0
votes

I'm working on a small code to learn signal processing on Matlab. I have got a .wav sound with some noise and I just want to remove the noise. I tried the code under but noise is not removed correctly. My idea is to do a cut band filter to remove the different noise components on the fft. After a lot of researches, I don't understant where is my problem. Here my code :

clear all;
clc;
close all;

% We load and plot the signal
[sig,Fs] = audioread('11.wav');

N = length(sig);

figure,plot(sig); title 'signal'

% FFT of the signal
fft_sig = abs(fft(sig)); 

% Normalisation of the frequencies for the plot
k = 0 : length(sig) - 1;  
f = k*Fs/length(sig);

plot(f,fft_sig);

% Loop with 2 elements because there are 2 amplitudes (not sure about
% this)
 for i = 1:2

% I put noise components in an array
[y(i),x(i)] = max(fft_sig);

% Normalisation of the frequencies to eliminate
f(i) =  x(i) * (Fs/N);

% Cut band filter with elimination of f from f-20 to f+20 Hz
b = fir1(2 , 2 * [f(i)-20 f(i)+20] / Fs, 'stop')

sig = filter(b,1,sig);

figure,plot(abs(fft(sig)));title 'fft of the signal'

end

Here the images I got, the fft plot is exactly the same before and after applying the filter, there is a modification only on the x axis :

enter image description here

enter image description here

enter image description here

The sampling frequency is Fs = 22050.

Thanks in advance for your help, I hope I'm clear enough in my description

1
try using 'freqz' to see what your filter looks like. you want to build a notch filter. if you have the dsp toolbox you can use 'iirnotch' - crowdedComputeeer
It might be an issue with your normalization. fir1 expects units of rad/sec and you have not accounted for this anywhere. You can also discard the second half of the output of fft as it is just a mirror image of the first half (otherwise this may mess up your peak component detection scheme). Regarding your peak component detection, as it stands, your call to max(fft_sig) will return the same exact component every time whereas you need it to output the next largest component on every iteration. - Falimond
And what is the most important - plot the magnitude in logarithmic scale! - jojek

1 Answers

0
votes

Since you haven't explicitly said so, the code you provided essentially defines your noise as narrowband interference at two frequencies (even though that interference may look less 'noisy').

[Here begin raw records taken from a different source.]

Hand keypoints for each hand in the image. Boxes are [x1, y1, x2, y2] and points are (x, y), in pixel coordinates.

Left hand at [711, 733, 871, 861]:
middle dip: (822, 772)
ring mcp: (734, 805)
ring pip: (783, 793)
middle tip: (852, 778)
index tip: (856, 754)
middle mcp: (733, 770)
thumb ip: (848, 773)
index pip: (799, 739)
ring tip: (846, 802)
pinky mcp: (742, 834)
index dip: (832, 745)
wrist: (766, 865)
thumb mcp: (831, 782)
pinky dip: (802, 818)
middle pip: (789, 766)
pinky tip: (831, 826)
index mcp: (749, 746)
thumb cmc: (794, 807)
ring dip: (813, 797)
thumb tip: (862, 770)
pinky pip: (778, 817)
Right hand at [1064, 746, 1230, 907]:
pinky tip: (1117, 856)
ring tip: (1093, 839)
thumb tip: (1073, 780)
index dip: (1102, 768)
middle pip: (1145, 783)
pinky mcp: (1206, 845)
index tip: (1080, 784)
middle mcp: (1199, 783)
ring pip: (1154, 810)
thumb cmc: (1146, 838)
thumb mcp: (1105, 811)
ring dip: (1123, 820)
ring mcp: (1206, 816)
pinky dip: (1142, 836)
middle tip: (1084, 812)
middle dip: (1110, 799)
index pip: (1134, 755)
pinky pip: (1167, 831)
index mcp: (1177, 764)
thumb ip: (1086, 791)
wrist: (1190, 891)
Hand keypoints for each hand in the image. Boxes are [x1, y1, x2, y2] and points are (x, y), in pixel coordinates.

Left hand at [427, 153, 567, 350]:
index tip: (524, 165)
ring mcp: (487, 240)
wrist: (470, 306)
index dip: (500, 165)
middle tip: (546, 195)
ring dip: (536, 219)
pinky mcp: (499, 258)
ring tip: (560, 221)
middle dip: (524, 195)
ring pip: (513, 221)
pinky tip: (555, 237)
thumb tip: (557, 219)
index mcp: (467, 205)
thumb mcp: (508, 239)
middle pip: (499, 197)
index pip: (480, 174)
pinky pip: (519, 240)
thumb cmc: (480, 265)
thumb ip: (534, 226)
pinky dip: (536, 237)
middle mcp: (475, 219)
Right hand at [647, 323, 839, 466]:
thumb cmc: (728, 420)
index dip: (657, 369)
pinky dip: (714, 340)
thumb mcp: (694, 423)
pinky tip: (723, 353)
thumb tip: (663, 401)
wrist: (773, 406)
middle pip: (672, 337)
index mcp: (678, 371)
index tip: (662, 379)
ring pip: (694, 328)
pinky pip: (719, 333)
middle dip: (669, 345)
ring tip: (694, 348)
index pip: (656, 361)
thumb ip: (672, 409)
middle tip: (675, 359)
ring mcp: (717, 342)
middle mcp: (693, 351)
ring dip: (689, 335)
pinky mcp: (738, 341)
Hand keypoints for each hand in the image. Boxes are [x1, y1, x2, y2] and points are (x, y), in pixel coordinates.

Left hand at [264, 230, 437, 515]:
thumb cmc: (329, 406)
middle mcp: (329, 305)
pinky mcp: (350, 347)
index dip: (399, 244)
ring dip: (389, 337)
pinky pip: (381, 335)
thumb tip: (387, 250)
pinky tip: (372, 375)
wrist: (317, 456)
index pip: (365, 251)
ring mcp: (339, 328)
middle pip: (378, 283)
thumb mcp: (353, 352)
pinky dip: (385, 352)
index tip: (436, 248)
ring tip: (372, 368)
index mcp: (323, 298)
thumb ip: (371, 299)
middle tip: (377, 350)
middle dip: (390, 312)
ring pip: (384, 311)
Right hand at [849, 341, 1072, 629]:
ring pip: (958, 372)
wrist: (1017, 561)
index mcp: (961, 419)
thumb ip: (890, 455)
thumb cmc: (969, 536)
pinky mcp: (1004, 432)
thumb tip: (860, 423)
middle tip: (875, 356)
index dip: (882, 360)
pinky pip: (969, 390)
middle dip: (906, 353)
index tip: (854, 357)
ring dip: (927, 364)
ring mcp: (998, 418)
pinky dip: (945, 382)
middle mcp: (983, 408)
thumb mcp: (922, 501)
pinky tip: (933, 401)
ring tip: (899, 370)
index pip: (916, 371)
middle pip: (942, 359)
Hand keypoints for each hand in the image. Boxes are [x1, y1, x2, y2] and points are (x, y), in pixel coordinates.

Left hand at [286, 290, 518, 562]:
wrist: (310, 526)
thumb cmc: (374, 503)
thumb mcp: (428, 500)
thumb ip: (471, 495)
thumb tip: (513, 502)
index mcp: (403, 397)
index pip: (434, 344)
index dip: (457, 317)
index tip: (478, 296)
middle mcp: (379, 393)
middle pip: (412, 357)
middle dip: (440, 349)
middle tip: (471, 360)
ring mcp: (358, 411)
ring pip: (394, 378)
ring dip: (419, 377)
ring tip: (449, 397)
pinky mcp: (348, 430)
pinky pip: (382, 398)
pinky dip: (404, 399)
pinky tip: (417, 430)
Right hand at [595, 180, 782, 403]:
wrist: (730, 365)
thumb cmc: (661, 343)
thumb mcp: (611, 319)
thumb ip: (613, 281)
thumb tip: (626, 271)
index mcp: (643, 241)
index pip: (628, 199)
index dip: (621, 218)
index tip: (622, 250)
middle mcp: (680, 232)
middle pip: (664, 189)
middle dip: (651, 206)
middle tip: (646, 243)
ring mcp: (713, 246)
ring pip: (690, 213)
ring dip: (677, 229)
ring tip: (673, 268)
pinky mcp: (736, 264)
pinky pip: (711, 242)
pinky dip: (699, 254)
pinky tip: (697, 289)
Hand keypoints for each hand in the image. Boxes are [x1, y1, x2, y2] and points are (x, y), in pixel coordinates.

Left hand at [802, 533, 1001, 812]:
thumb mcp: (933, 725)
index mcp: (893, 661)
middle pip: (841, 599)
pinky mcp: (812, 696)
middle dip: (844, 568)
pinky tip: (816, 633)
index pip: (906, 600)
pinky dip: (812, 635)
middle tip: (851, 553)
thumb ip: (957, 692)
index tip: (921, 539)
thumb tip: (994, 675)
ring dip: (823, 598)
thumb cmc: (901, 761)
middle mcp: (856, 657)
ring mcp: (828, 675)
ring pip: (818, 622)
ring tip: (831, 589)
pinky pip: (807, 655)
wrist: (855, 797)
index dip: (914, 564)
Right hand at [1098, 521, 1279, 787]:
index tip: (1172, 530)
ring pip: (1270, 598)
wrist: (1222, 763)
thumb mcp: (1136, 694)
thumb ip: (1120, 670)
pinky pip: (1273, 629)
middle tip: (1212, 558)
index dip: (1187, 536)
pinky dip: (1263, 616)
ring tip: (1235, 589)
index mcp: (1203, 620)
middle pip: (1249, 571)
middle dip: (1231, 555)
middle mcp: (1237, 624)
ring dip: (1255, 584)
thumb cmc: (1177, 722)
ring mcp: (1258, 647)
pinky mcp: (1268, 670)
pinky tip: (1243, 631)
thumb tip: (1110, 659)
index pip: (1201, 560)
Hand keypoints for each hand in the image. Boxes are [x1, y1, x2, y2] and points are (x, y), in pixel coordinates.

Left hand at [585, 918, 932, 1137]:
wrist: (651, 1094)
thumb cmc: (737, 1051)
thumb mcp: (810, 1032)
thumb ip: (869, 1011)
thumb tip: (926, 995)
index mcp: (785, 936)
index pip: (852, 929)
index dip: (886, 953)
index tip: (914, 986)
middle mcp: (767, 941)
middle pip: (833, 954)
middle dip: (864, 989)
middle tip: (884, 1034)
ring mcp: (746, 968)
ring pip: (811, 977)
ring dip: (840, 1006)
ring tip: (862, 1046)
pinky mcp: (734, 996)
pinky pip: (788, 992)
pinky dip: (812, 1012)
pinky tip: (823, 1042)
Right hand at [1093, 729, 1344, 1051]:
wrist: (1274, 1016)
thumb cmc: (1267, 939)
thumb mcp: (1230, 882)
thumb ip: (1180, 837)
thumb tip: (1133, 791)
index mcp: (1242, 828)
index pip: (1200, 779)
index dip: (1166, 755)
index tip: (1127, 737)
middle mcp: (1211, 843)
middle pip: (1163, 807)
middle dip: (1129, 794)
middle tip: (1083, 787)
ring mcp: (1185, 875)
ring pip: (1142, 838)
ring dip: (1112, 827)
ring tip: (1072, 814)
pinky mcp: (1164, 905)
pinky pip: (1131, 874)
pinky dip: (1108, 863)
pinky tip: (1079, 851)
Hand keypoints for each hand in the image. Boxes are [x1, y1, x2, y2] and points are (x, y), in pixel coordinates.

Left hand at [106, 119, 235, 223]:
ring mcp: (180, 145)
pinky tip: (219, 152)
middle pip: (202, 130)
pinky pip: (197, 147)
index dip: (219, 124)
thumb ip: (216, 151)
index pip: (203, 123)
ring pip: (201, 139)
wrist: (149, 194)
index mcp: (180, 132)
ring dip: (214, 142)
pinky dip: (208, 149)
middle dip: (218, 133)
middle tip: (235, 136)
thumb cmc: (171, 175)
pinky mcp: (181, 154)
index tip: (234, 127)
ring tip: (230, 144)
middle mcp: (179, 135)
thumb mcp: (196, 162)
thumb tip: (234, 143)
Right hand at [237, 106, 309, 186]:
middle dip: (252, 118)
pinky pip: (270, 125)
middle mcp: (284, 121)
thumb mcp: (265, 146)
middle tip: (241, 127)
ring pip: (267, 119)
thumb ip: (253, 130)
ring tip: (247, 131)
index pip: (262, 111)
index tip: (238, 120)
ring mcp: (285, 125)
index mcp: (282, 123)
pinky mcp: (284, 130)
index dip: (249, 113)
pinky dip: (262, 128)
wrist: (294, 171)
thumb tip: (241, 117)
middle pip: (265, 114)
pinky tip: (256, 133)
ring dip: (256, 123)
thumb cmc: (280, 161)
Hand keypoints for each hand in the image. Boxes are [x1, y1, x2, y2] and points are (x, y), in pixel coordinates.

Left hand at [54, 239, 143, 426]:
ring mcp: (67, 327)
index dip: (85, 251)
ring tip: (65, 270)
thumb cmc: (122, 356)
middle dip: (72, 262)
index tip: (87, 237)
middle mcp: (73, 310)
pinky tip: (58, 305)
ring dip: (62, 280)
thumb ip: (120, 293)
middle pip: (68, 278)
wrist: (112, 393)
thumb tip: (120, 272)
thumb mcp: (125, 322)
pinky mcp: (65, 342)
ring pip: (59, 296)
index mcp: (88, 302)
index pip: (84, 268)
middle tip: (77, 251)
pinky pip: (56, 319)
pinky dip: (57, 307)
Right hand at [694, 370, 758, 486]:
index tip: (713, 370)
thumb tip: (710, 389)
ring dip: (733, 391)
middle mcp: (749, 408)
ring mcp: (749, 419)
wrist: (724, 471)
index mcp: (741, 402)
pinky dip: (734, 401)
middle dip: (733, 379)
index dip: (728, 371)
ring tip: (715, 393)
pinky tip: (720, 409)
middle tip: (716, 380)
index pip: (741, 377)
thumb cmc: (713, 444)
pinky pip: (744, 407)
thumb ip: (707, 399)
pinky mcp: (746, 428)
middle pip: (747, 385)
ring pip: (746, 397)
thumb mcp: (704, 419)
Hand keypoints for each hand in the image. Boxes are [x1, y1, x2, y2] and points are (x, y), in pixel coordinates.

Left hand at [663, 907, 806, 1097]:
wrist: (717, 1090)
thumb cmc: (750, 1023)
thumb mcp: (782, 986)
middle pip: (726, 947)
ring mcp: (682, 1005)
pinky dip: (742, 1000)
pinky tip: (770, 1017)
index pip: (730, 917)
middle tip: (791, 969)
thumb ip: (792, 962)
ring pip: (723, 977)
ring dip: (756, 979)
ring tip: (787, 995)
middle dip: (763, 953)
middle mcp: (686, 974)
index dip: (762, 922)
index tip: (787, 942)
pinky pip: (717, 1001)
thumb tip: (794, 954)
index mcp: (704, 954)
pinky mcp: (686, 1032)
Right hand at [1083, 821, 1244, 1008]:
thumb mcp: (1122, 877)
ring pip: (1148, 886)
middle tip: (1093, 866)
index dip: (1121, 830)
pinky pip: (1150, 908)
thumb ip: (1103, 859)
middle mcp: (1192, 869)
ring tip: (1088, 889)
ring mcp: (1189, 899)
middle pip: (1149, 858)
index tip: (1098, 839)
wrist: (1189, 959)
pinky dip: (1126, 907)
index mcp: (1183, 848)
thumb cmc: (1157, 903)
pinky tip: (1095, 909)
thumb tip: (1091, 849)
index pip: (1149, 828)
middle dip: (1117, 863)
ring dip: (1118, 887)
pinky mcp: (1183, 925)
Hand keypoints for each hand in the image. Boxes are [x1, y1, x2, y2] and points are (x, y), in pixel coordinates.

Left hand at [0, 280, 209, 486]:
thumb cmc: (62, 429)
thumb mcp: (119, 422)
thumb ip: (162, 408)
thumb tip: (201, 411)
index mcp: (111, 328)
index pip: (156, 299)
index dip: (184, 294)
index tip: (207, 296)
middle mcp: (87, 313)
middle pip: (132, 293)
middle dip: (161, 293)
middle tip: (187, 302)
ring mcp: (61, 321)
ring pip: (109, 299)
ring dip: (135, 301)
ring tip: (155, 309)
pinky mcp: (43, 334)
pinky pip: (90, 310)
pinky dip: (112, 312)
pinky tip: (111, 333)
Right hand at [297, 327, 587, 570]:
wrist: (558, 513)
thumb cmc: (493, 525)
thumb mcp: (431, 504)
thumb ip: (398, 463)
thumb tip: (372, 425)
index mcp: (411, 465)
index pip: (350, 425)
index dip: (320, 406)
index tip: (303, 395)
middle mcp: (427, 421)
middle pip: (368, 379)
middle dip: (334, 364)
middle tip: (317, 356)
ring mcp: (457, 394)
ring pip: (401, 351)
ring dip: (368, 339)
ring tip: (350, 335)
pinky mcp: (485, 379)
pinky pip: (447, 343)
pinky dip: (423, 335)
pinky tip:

The first thing to notice is that the value x(i) obtained from max(fft_sig) corresponds to the 1-based index of the located maximum. It won't make a huge difference for large N, but it may have an impact for smaller values especially when trying to design a very narrow notch filter. The corresponding frequency would then be:

freq =  (x(i)-1) * (Fs/N);

Also if you are going to iteratively attenuate frequency components you would need to update fft_sig which you use to pick the frequency components to be attenuated (otherwise you will always pick the same component). The simplest would be to recompute fft_sig from the filtered sig:

sig = filter(b,1,sig);
fft_sig = abs(fft(sig));

Finally, since you are trying to attenuate a very narrow frequency range, you may find that you need to increase the FIR filter order by a few orders of magnitudes to get a good attenuation at the desired frequency without attenuating everything else. As was pointed out in comments such a narrow notch filter can often be better implemented using an IIR filter.

The updated code would then look somewhat like:

% Loop with 2 elements because there are 2 amplitudes
for i = 1:2

  % I put noise components in an array
  % Limit peak search to the lower-half of the spectrum since the
  % upper half is symmetric
  [y(i),x(i)] = max(fft_sig(1:floor(N/2)+1));

  % Normalisation of the frequencies to eliminate
  freq =  (x(i)-1) * (Fs/N);

  % Cut band filter with elimination of f from f-20 to f+20 Hz
  b = fir1(2000 , 2 * [freq-20 freq+20] / Fs, 'stop')

  sig = filter(b,1,sig);
  fft_sig = abs(fft(sig));

  %figure;plot(f, abs(fft_sig));title 'fft of the signal'
  figure;plot(f, 20*log10(abs(fft_sig)));title 'fft of the signal'
end

As far as the last FFT plot showing a different x-axis, it is simply because you omitted to provide an x-axis variable (in occurrence f used in the previous plot), so the plot shows the array index (instead of frequencies) as the x-axis.